> WORK INSTRUCTION: Only lines containing "with" are wanted from the data below. Copy those lines.

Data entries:
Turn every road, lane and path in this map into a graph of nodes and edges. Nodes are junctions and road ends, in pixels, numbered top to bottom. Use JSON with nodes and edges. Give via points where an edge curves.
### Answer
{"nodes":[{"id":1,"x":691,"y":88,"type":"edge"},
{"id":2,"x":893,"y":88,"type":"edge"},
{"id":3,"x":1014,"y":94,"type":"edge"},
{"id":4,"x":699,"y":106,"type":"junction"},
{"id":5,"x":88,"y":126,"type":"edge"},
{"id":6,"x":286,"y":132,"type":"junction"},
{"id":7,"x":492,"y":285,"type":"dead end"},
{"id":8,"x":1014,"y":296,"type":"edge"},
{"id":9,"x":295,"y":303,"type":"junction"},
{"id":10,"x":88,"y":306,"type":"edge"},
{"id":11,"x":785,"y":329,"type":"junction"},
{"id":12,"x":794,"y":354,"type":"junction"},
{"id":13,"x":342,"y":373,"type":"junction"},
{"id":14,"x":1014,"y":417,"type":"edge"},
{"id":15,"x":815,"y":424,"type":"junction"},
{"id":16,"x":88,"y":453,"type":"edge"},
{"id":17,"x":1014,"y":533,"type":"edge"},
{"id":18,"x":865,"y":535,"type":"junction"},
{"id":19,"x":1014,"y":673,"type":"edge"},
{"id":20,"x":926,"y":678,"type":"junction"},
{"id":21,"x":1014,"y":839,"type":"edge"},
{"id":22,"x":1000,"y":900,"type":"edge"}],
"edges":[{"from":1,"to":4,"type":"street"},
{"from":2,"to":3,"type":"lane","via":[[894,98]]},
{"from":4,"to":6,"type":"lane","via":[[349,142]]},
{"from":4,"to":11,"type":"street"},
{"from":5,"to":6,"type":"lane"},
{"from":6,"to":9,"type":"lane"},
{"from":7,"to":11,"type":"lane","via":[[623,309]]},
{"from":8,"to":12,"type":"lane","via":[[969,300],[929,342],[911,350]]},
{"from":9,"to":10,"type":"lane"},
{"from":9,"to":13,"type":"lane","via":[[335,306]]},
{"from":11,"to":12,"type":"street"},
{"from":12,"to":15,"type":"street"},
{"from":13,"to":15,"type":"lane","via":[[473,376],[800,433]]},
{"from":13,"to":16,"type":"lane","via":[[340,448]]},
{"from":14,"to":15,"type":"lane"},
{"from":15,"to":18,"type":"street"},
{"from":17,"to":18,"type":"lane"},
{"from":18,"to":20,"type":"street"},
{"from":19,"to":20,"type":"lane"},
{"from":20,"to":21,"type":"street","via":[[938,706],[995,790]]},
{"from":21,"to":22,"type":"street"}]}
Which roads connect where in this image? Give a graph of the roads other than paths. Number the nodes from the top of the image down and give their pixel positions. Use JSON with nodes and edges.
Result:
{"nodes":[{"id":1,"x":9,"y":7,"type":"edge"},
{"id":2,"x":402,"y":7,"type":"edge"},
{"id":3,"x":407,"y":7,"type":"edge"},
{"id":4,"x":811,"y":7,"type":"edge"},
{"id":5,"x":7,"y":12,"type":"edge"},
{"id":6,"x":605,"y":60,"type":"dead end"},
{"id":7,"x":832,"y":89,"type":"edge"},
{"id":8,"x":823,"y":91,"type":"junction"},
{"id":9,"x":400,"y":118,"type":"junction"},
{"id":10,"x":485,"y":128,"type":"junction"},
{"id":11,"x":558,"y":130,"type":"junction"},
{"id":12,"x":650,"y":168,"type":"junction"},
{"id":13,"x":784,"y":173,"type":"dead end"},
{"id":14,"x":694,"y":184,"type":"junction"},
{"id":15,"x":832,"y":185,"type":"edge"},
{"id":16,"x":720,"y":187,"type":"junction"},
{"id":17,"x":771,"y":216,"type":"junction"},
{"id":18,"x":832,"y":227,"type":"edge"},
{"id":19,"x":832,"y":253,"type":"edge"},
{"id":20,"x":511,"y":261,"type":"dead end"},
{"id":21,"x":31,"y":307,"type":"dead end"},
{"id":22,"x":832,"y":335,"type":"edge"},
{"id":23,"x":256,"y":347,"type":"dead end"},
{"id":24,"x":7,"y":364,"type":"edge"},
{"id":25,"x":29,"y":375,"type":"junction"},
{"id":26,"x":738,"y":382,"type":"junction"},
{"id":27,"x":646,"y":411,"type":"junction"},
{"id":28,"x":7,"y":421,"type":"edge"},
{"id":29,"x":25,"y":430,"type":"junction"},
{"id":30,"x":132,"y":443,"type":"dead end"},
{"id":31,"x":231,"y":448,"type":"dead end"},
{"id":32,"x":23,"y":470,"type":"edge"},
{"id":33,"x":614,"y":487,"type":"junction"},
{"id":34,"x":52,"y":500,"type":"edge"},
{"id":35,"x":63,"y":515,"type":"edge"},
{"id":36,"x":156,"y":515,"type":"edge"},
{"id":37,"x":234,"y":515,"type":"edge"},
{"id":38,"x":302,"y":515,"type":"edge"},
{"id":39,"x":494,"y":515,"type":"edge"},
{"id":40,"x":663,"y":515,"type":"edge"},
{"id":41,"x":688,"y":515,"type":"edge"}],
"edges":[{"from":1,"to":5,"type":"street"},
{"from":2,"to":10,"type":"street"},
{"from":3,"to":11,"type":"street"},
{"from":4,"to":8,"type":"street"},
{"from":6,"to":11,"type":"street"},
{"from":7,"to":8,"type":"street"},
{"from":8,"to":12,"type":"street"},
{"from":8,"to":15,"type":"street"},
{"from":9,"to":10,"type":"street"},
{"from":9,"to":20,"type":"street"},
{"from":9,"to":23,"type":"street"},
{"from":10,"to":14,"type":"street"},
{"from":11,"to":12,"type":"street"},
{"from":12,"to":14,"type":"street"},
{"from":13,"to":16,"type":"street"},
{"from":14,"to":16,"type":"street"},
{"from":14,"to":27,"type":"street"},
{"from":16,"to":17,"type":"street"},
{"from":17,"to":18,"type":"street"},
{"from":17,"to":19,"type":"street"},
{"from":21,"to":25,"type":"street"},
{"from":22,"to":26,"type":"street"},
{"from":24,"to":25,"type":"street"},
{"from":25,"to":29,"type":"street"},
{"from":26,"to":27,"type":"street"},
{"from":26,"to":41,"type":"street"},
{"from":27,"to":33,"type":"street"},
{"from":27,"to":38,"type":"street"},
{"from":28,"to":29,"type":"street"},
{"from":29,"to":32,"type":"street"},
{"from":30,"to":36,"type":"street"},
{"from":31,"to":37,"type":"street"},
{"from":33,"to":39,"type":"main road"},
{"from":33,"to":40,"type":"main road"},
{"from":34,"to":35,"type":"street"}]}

> ANSWER SECTION:
Turn every road, lane and path in this map into a graph of nodes and edges. Nodes are junctions and road ends, in pixels, numbered top to bottom. Use JSON with nodes and edges. Give via points where an edge curves.
Which roads connect where in this image? Give a graph of the roads other than paths. Number the nodes from the top of the image down and give their pixel positions. Use JSON with nodes and edges.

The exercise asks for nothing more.